### Description of the task
Please reproduce exactly the lines from the start of the records through the one containing "Road topology of", and nothing more.

<<<<

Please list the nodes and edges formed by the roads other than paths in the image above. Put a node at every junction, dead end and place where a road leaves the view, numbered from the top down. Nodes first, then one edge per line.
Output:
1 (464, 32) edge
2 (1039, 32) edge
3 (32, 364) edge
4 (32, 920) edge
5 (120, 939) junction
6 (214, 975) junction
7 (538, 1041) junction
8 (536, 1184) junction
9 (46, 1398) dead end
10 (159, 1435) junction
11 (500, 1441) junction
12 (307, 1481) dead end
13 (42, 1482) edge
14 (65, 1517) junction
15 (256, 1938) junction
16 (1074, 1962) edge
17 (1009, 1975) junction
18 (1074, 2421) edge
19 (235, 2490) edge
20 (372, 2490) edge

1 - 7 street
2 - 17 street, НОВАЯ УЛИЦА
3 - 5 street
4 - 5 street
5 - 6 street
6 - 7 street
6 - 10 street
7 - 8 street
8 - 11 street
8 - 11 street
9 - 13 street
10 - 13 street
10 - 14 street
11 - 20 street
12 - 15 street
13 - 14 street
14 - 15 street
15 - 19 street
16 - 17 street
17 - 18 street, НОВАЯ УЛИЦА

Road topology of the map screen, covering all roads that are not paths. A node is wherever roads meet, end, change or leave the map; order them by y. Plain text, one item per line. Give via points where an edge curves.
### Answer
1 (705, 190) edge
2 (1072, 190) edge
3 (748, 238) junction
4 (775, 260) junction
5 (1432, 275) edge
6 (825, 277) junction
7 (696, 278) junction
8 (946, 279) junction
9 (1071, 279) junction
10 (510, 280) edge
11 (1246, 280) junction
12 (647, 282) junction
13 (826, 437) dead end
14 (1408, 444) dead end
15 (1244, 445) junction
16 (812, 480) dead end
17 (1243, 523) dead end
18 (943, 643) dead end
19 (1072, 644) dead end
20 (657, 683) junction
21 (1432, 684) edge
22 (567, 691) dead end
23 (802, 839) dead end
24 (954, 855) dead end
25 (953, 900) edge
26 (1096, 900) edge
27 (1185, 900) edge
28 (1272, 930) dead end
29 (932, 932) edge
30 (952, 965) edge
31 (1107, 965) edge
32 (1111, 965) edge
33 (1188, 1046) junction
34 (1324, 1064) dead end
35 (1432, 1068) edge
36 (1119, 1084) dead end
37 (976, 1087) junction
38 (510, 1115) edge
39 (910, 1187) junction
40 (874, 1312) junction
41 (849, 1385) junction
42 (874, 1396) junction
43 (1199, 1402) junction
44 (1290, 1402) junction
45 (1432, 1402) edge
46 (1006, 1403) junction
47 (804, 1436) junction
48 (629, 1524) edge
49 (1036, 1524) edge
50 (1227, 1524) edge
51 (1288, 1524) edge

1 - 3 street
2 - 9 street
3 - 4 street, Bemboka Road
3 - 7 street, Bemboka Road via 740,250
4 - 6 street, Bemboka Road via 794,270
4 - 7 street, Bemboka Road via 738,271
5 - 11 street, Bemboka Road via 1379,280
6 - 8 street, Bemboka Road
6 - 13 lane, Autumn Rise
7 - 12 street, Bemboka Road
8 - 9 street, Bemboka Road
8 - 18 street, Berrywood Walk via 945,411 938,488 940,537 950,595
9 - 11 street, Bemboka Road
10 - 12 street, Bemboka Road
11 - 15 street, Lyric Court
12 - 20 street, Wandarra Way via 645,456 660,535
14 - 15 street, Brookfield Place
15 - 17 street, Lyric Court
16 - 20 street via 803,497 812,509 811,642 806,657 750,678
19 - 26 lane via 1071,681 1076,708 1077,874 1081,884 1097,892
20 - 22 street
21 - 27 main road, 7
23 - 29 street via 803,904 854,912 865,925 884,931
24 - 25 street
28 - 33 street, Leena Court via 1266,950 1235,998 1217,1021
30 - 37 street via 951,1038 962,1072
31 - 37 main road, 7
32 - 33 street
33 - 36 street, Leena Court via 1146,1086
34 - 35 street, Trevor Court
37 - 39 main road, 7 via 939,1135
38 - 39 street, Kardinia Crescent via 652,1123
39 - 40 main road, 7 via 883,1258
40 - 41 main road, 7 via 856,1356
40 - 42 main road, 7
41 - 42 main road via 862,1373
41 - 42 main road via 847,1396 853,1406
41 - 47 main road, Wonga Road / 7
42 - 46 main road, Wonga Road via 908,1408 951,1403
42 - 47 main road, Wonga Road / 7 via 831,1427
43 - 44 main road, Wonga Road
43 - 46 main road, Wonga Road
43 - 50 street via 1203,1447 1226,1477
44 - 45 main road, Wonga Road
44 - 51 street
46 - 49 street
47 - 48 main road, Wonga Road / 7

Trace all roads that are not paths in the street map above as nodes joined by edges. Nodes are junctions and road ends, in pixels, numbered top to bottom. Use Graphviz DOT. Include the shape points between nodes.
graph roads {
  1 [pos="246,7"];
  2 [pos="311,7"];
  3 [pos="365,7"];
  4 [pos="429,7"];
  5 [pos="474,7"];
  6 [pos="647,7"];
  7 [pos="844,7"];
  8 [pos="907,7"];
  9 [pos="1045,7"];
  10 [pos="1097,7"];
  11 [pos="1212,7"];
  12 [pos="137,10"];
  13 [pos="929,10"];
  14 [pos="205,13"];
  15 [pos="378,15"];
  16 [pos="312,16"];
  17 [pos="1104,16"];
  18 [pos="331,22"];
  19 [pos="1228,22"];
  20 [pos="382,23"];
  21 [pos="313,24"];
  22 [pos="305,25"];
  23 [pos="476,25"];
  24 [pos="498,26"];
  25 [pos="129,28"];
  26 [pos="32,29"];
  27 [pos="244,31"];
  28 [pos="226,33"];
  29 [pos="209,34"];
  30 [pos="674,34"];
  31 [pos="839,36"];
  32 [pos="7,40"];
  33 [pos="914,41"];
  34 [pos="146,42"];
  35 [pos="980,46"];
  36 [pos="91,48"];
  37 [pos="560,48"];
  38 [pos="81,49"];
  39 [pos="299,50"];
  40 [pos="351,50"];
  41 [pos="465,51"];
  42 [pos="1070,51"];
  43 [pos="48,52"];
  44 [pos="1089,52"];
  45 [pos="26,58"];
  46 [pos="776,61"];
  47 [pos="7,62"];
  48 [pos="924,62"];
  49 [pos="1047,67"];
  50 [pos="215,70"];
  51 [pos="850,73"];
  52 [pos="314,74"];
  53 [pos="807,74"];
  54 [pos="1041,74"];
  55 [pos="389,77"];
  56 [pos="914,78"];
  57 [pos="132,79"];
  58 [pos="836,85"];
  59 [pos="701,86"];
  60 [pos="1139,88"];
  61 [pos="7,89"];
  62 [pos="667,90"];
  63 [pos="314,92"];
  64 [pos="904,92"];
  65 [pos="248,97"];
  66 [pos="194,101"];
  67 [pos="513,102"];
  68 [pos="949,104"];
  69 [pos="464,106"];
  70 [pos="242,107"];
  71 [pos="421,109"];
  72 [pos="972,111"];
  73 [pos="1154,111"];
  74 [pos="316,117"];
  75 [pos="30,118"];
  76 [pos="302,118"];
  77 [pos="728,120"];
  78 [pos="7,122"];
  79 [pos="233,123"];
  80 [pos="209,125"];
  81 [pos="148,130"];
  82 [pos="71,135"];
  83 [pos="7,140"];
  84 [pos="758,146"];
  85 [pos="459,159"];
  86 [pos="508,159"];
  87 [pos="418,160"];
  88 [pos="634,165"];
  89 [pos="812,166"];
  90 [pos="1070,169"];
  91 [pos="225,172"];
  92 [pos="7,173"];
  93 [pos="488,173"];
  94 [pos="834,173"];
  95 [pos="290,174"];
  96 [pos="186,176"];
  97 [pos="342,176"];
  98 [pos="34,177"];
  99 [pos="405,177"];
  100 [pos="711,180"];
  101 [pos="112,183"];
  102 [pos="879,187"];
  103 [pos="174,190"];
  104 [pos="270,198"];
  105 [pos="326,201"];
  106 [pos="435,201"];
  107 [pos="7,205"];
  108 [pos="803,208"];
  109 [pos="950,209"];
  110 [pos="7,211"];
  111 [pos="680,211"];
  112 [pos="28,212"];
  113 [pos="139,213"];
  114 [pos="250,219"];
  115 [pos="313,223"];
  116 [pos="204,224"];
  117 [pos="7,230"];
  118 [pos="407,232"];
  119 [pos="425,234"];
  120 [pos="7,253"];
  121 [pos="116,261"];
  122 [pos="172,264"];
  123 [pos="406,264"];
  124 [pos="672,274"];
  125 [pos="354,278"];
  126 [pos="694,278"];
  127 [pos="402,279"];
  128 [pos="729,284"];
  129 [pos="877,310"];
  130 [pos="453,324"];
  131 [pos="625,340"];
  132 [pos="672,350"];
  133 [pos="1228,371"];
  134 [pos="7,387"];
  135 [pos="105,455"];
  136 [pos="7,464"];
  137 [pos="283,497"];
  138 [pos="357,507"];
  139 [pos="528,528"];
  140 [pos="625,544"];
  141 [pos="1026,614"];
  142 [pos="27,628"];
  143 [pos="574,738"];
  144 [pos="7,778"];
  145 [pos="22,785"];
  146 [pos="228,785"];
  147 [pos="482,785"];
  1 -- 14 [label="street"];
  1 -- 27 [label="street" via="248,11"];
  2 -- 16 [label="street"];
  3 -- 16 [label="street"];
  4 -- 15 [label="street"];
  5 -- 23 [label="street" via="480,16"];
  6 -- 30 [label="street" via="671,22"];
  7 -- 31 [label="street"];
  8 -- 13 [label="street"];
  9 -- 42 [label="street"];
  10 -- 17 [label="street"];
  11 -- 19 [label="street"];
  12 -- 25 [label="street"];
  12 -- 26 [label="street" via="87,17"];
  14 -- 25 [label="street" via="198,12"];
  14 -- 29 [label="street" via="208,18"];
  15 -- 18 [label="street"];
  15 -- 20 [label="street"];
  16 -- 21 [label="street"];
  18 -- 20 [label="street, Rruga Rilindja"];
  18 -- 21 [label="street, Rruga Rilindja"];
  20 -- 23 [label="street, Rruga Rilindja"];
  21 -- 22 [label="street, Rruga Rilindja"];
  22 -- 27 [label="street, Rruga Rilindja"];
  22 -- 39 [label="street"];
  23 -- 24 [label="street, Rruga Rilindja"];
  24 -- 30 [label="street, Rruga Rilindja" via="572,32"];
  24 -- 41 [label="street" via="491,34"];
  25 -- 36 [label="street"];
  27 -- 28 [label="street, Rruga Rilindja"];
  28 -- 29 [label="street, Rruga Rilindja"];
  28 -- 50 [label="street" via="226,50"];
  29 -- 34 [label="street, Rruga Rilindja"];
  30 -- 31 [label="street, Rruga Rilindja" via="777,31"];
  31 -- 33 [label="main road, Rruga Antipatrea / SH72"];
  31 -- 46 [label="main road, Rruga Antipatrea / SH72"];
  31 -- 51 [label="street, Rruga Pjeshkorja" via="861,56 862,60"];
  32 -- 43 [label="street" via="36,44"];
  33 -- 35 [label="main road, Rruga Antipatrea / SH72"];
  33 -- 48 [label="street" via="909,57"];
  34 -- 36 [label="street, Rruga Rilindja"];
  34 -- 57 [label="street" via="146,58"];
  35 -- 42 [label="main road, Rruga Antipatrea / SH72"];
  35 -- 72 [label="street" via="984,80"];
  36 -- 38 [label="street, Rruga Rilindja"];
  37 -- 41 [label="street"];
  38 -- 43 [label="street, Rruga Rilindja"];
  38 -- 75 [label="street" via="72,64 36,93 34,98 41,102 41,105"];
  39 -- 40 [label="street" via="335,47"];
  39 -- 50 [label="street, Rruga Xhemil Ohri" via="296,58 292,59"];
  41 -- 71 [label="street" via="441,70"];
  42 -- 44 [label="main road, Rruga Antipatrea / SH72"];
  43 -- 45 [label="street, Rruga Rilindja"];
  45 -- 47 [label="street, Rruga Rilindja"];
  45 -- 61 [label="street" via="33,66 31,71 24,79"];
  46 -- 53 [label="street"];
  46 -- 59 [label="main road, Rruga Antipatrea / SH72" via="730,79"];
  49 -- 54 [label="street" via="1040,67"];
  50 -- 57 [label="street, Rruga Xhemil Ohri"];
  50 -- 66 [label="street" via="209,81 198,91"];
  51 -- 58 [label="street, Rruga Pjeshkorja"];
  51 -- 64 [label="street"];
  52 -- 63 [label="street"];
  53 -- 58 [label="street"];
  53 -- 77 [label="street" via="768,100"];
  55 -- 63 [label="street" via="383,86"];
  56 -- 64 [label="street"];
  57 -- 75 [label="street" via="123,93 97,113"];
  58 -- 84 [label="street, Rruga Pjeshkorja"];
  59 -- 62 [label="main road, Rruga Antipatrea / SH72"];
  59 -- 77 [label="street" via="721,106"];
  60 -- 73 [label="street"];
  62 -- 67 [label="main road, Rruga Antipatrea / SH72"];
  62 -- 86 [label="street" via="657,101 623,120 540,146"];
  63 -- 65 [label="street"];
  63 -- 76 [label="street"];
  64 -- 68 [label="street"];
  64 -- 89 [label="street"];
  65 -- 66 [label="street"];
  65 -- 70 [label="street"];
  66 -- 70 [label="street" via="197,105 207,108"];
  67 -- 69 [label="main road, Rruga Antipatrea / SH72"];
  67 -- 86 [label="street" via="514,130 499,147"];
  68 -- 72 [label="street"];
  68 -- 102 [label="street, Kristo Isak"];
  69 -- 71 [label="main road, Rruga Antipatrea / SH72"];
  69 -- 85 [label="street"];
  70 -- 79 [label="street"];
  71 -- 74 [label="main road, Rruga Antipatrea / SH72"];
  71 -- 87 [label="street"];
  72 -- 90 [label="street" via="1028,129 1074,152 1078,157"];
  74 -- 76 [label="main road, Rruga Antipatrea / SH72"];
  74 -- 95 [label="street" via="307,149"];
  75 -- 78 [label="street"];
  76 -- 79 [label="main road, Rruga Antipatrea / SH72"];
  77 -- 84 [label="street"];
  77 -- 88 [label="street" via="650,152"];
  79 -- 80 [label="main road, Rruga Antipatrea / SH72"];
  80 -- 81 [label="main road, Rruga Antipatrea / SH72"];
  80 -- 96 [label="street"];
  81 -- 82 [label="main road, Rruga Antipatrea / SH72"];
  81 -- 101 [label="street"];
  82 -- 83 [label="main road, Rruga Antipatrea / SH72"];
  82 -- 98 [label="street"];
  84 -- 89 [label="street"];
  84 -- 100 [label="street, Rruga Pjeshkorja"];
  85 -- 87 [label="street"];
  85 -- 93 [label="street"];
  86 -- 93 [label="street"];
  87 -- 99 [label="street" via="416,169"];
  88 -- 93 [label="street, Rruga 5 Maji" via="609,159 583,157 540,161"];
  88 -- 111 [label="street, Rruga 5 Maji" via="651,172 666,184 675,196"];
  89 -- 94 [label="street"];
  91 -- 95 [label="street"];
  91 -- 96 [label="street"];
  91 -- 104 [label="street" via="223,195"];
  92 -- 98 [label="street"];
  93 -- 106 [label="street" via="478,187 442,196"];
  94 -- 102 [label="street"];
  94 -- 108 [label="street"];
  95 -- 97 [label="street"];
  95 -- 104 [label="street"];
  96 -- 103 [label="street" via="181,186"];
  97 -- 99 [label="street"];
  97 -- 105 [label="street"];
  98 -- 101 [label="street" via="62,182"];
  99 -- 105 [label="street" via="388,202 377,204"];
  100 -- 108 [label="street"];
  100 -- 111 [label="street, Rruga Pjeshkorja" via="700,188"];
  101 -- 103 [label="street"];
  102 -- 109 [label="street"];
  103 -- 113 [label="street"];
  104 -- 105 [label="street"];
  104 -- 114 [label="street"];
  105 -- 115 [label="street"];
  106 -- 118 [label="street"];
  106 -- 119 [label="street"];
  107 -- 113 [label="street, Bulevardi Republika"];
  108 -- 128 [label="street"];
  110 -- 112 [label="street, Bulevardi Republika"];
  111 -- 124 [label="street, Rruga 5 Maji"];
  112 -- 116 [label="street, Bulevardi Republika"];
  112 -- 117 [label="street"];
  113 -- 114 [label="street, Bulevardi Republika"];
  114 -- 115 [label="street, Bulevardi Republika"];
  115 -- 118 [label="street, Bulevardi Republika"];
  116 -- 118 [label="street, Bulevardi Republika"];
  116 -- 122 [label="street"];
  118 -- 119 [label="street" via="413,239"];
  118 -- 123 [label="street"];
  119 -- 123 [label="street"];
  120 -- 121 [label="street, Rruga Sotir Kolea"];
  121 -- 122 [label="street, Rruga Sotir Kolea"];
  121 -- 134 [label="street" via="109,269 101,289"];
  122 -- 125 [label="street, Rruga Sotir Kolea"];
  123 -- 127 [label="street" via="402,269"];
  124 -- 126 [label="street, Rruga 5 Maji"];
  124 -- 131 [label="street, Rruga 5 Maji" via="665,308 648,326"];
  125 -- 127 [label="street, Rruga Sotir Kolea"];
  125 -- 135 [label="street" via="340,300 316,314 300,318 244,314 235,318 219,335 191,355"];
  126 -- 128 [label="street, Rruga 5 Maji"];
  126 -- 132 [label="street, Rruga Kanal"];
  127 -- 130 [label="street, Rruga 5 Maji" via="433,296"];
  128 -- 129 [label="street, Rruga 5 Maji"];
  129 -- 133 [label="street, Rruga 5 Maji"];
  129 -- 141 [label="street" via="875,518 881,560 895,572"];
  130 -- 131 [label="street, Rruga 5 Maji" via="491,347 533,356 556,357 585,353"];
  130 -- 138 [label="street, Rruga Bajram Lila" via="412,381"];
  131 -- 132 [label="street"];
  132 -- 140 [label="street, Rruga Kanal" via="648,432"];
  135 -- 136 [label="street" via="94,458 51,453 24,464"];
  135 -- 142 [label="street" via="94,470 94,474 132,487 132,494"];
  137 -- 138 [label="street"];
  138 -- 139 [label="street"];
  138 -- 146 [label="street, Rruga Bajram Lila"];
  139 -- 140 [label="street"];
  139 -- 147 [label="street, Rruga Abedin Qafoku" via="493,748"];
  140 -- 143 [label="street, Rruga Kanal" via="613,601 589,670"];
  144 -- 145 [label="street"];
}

>>>>

### Solved problem
Please list the nodes and edges formed by the roads other than paths in the image above. Put a node at every junction, dead end and place where a road leaves the view, numbered from the top down. Nodes first, then one edge per line.
Output:
1 (464, 32) edge
2 (1039, 32) edge
3 (32, 364) edge
4 (32, 920) edge
5 (120, 939) junction
6 (214, 975) junction
7 (538, 1041) junction
8 (536, 1184) junction
9 (46, 1398) dead end
10 (159, 1435) junction
11 (500, 1441) junction
12 (307, 1481) dead end
13 (42, 1482) edge
14 (65, 1517) junction
15 (256, 1938) junction
16 (1074, 1962) edge
17 (1009, 1975) junction
18 (1074, 2421) edge
19 (235, 2490) edge
20 (372, 2490) edge

1 - 7 street
2 - 17 street, НОВАЯ УЛИЦА
3 - 5 street
4 - 5 street
5 - 6 street
6 - 7 street
6 - 10 street
7 - 8 street
8 - 11 street
8 - 11 street
9 - 13 street
10 - 13 street
10 - 14 street
11 - 20 street
12 - 15 street
13 - 14 street
14 - 15 street
15 - 19 street
16 - 17 street
17 - 18 street, НОВАЯ УЛИЦА

Road topology of the map screen, covering all roads that are not paths. A node is wherever roads meet, end, change or leave the map; order them by y. Plain text, one item per line. Give via points where an edge curves.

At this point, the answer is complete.